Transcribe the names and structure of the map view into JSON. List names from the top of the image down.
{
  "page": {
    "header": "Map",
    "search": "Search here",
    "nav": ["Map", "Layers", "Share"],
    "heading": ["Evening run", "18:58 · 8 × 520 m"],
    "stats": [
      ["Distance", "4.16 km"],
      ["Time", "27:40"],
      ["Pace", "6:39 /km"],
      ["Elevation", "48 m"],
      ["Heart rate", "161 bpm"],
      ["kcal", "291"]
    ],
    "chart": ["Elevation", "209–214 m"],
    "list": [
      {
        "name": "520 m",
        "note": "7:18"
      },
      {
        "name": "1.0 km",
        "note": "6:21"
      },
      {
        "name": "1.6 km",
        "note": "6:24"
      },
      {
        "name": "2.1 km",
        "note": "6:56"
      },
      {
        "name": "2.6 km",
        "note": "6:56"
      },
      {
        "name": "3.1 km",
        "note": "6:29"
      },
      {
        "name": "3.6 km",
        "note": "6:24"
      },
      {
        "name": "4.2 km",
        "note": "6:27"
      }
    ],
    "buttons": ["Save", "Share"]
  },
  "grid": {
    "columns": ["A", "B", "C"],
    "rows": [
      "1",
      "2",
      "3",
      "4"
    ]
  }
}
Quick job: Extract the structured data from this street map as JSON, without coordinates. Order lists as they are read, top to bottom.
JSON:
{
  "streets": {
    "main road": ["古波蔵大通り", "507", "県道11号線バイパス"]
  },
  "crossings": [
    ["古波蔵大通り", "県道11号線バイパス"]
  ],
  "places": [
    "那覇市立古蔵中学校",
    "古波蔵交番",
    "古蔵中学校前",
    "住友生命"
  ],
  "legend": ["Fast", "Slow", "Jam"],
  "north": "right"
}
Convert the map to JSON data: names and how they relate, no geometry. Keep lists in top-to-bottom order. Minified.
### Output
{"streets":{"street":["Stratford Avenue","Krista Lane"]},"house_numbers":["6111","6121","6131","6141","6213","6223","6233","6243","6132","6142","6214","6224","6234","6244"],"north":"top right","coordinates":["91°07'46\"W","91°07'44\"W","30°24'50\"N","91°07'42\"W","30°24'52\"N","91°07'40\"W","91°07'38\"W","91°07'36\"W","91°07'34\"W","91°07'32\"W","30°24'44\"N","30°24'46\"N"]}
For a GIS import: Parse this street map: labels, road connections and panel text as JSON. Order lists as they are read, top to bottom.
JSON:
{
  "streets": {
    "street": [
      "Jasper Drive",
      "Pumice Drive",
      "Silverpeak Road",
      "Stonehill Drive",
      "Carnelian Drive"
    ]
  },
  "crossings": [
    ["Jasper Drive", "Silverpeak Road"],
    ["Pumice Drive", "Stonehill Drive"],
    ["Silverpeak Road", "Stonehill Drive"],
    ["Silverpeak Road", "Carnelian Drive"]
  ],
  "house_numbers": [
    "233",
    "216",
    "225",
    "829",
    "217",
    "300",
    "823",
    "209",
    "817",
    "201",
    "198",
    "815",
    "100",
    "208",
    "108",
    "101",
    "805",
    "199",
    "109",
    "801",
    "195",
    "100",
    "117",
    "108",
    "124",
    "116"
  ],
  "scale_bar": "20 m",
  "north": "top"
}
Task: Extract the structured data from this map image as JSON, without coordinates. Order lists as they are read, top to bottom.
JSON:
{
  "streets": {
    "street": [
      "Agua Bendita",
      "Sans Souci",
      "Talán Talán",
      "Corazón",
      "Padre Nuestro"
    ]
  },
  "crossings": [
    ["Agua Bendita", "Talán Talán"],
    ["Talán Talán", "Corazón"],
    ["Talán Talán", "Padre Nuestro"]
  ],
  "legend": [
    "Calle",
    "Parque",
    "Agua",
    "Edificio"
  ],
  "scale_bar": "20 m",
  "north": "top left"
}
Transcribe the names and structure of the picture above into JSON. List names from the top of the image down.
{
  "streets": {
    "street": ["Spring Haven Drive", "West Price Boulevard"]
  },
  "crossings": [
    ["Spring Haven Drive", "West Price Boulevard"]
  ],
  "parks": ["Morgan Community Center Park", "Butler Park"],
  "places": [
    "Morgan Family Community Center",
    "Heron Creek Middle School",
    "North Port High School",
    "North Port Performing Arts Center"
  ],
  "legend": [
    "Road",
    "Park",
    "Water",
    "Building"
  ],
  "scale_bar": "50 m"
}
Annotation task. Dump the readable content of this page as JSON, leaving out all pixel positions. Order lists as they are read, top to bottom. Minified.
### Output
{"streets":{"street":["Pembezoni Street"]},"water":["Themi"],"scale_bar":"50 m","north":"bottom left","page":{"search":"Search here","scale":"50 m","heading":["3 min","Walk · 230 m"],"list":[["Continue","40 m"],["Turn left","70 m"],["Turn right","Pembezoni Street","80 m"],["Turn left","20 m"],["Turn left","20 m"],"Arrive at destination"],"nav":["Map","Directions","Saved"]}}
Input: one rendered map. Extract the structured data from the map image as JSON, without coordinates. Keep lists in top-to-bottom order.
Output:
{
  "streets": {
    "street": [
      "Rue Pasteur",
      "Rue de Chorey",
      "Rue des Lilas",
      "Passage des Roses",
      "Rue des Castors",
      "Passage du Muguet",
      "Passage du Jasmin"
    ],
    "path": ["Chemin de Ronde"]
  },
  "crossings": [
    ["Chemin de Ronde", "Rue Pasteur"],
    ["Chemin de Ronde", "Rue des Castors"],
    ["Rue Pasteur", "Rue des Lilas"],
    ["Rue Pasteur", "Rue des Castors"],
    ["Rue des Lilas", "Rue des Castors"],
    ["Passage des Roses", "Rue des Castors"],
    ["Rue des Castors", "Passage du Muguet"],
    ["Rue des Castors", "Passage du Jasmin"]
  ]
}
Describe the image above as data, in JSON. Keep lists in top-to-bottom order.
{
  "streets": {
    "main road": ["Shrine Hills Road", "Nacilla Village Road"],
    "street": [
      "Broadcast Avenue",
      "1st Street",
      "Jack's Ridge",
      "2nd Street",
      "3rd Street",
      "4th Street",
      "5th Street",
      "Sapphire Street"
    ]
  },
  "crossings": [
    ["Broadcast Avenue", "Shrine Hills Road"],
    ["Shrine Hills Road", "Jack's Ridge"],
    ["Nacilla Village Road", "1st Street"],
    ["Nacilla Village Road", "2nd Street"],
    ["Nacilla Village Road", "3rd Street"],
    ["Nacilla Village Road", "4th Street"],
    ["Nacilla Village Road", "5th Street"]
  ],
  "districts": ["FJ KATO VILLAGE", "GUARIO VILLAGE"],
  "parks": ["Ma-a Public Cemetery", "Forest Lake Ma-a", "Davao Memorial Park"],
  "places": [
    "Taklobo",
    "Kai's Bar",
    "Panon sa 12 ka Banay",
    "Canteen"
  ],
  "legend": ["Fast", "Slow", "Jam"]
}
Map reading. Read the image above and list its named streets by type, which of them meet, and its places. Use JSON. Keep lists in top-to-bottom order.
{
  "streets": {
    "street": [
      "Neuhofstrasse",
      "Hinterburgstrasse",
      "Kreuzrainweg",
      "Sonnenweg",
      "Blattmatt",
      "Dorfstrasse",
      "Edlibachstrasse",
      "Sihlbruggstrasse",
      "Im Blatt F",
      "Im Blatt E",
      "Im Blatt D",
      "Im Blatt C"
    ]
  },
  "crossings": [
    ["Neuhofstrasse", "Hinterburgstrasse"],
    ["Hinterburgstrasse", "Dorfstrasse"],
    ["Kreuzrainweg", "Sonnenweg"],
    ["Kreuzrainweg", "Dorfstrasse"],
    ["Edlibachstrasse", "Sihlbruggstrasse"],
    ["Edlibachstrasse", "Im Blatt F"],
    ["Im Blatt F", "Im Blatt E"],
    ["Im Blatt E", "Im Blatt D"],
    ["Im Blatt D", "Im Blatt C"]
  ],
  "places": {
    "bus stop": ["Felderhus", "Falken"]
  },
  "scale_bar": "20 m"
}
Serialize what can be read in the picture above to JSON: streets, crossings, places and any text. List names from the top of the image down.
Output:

=======

▶ _Task details_: Copy out every line of the data where the word "they" occurs.

▶ _Task solution_:
Quick job: Extract the structured data from this street map as JSON, without coordinates. Order lists as they are read, top to bottom.
Convert the map to JSON data: names and how they relate, no geometry. Keep lists in top-to-bottom order. Minified.
For a GIS import: Parse this street map: labels, road connections and panel text as JSON. Order lists as they are read, top to bottom.
Task: Extract the structured data from this map image as JSON, without coordinates. Order lists as they are read, top to bottom.
Annotation task. Dump the readable content of this page as JSON, leaving out all pixel positions. Order lists as they are read, top to bottom. Minified.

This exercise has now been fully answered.